#### [Work required]
When you repeat the listing below, keep every word exactly and leave out each picture.

##### Supplied records

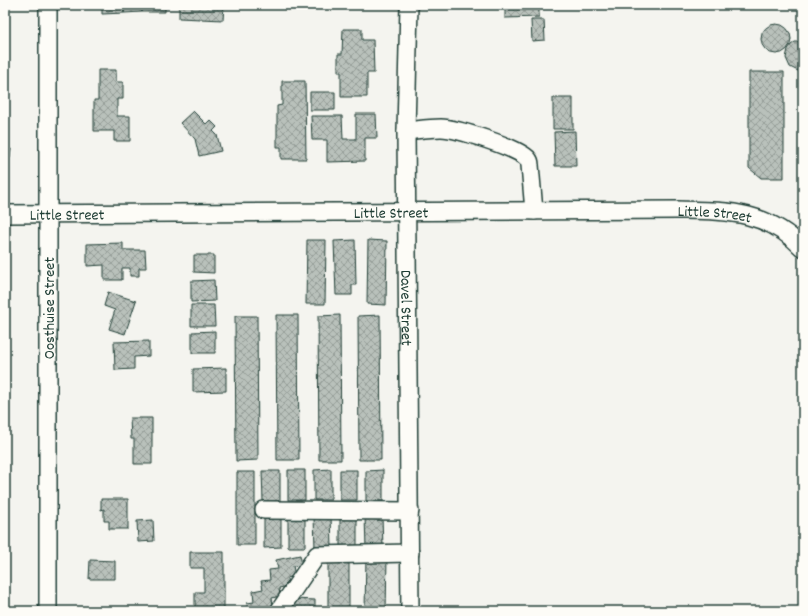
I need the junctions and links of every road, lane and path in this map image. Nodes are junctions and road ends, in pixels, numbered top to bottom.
1 (48, 5) edge
2 (409, 5) edge
3 (406, 131) junction
4 (534, 211) junction
5 (408, 212) junction
6 (5, 214) edge
7 (48, 214) junction
8 (803, 248) edge
9 (264, 510) dead end
10 (410, 511) junction
11 (410, 553) junction
12 (48, 611) edge
13 (279, 611) edge
14 (410, 611) edge

1 - 7 street, Oosthuise Street
2 - 3 street, Davel Street
3 - 4 street
3 - 5 street, Davel Street
4 - 5 street, Little Street
4 - 8 street, Little Street
5 - 7 street, Little Street
5 - 10 street, Davel Street
6 - 7 street, Little Street
7 - 12 street, Oosthuise Street
9 - 10 street
10 - 11 street, Davel Street
11 - 13 street
11 - 14 street, Davel Street

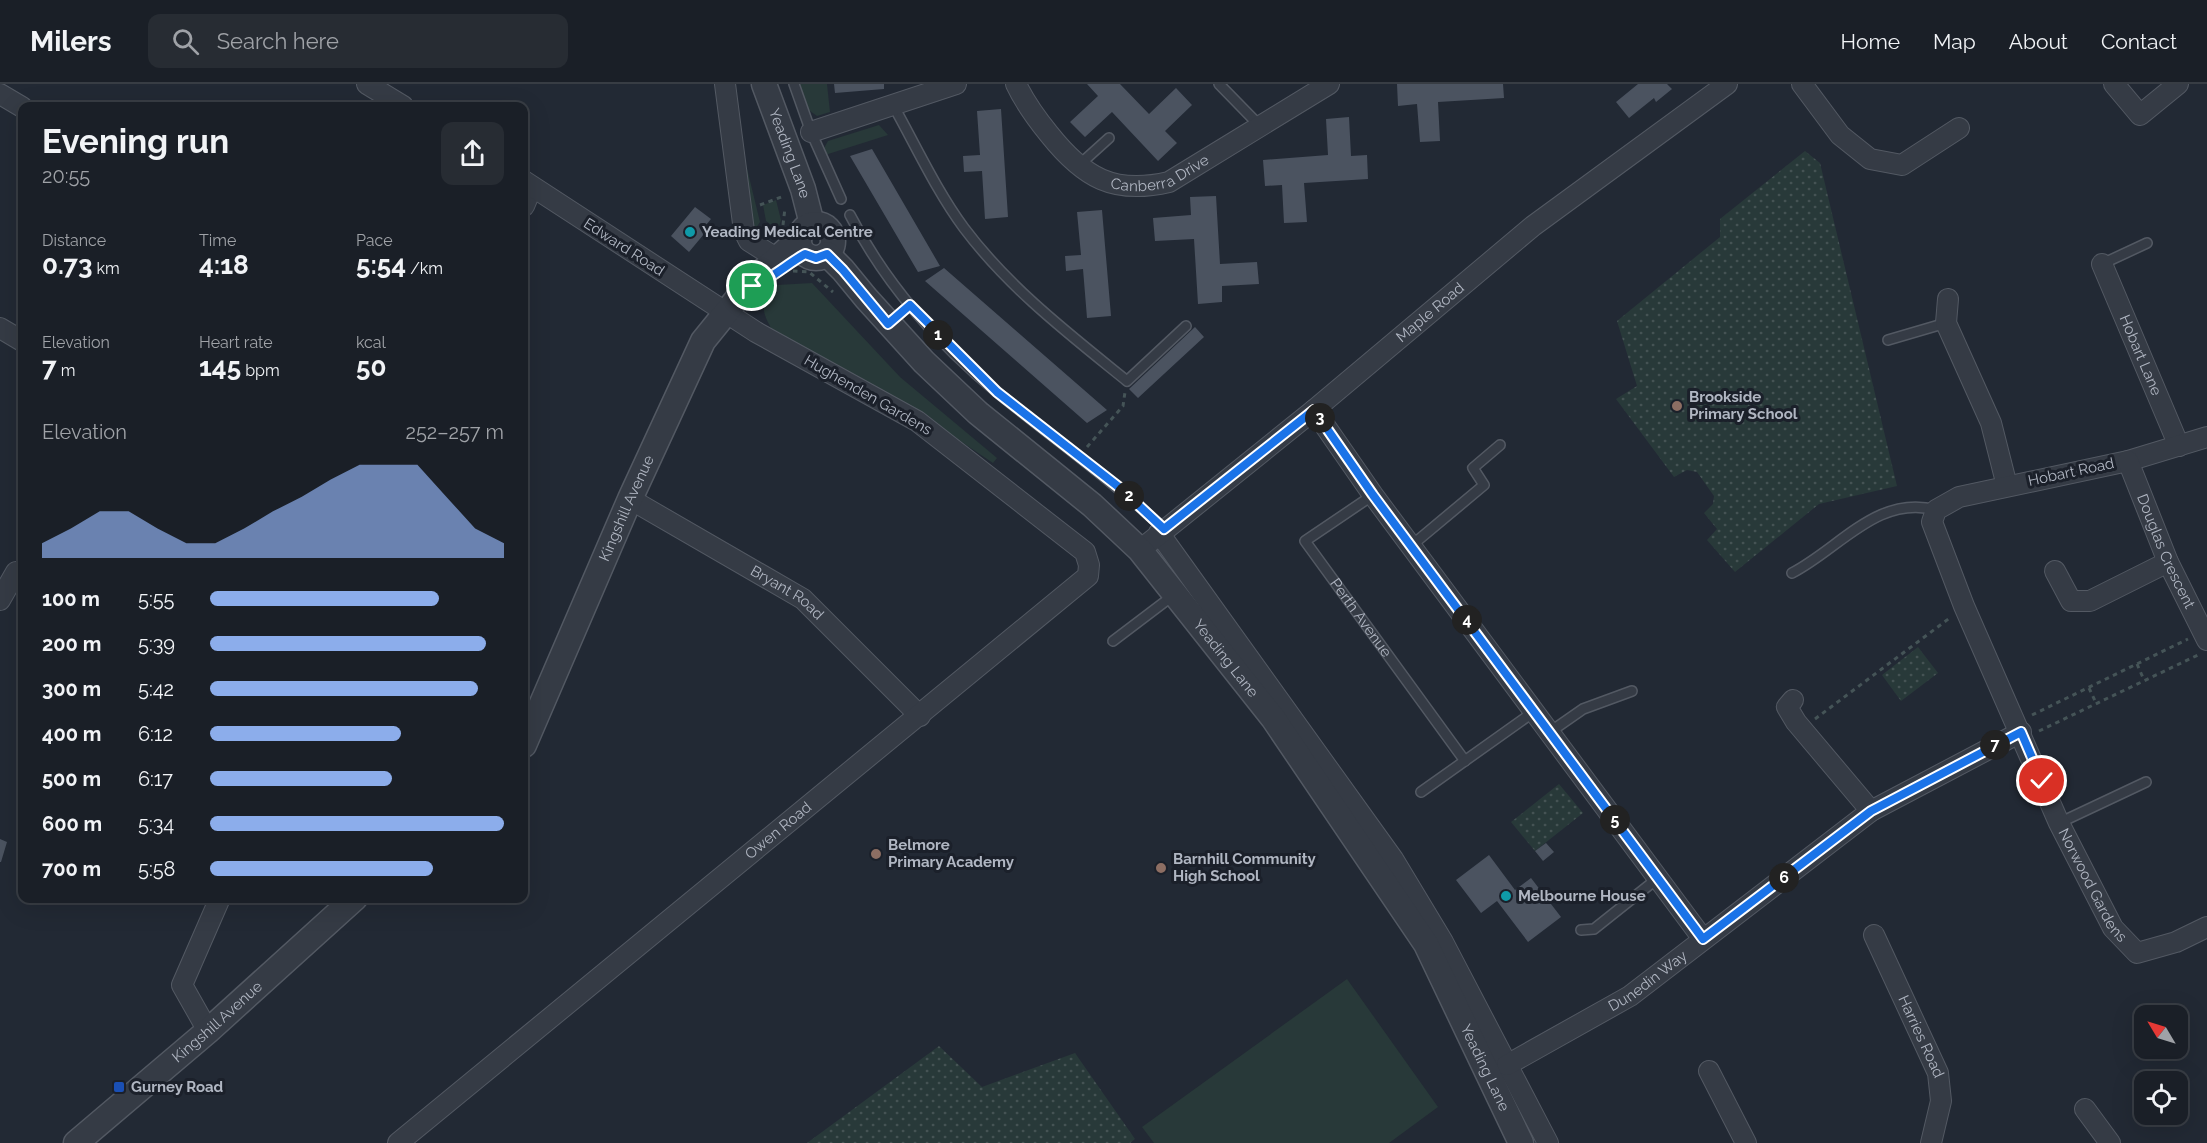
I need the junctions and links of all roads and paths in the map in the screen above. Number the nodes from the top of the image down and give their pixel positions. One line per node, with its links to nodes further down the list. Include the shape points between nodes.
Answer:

##########

#### [Answer section]
I need the junctions and links of every road, lane and path in this map image. Nodes are junctions and road ends, in pixels, numbered top to bottom.
1 (48, 5) edge
2 (409, 5) edge
3 (406, 131) junction
4 (534, 211) junction
5 (408, 212) junction
6 (5, 214) edge
7 (48, 214) junction
8 (803, 248) edge
9 (264, 510) dead end
10 (410, 511) junction
11 (410, 553) junction
12 (48, 611) edge
13 (279, 611) edge
14 (410, 611) edge

1 - 7 street, Oosthuise Street
2 - 3 street, Davel Street
3 - 4 street
3 - 5 street, Davel Street
4 - 5 street, Little Street
4 - 8 street, Little Street
5 - 7 street, Little Street
5 - 10 street, Davel Street
6 - 7 street, Little Street
7 - 12 street, Oosthuise Street
9 - 10 street
10 - 11 street, Davel Street
11 - 13 street
11 - 14 street, Davel Street

I need the junctions and links of all roads and paths in the map in the screen above. Number the nodes from the top of the image down and give their pixel positions. One line per node, with its links to nodes further down the list. Include the shape points between nodes.
Answer:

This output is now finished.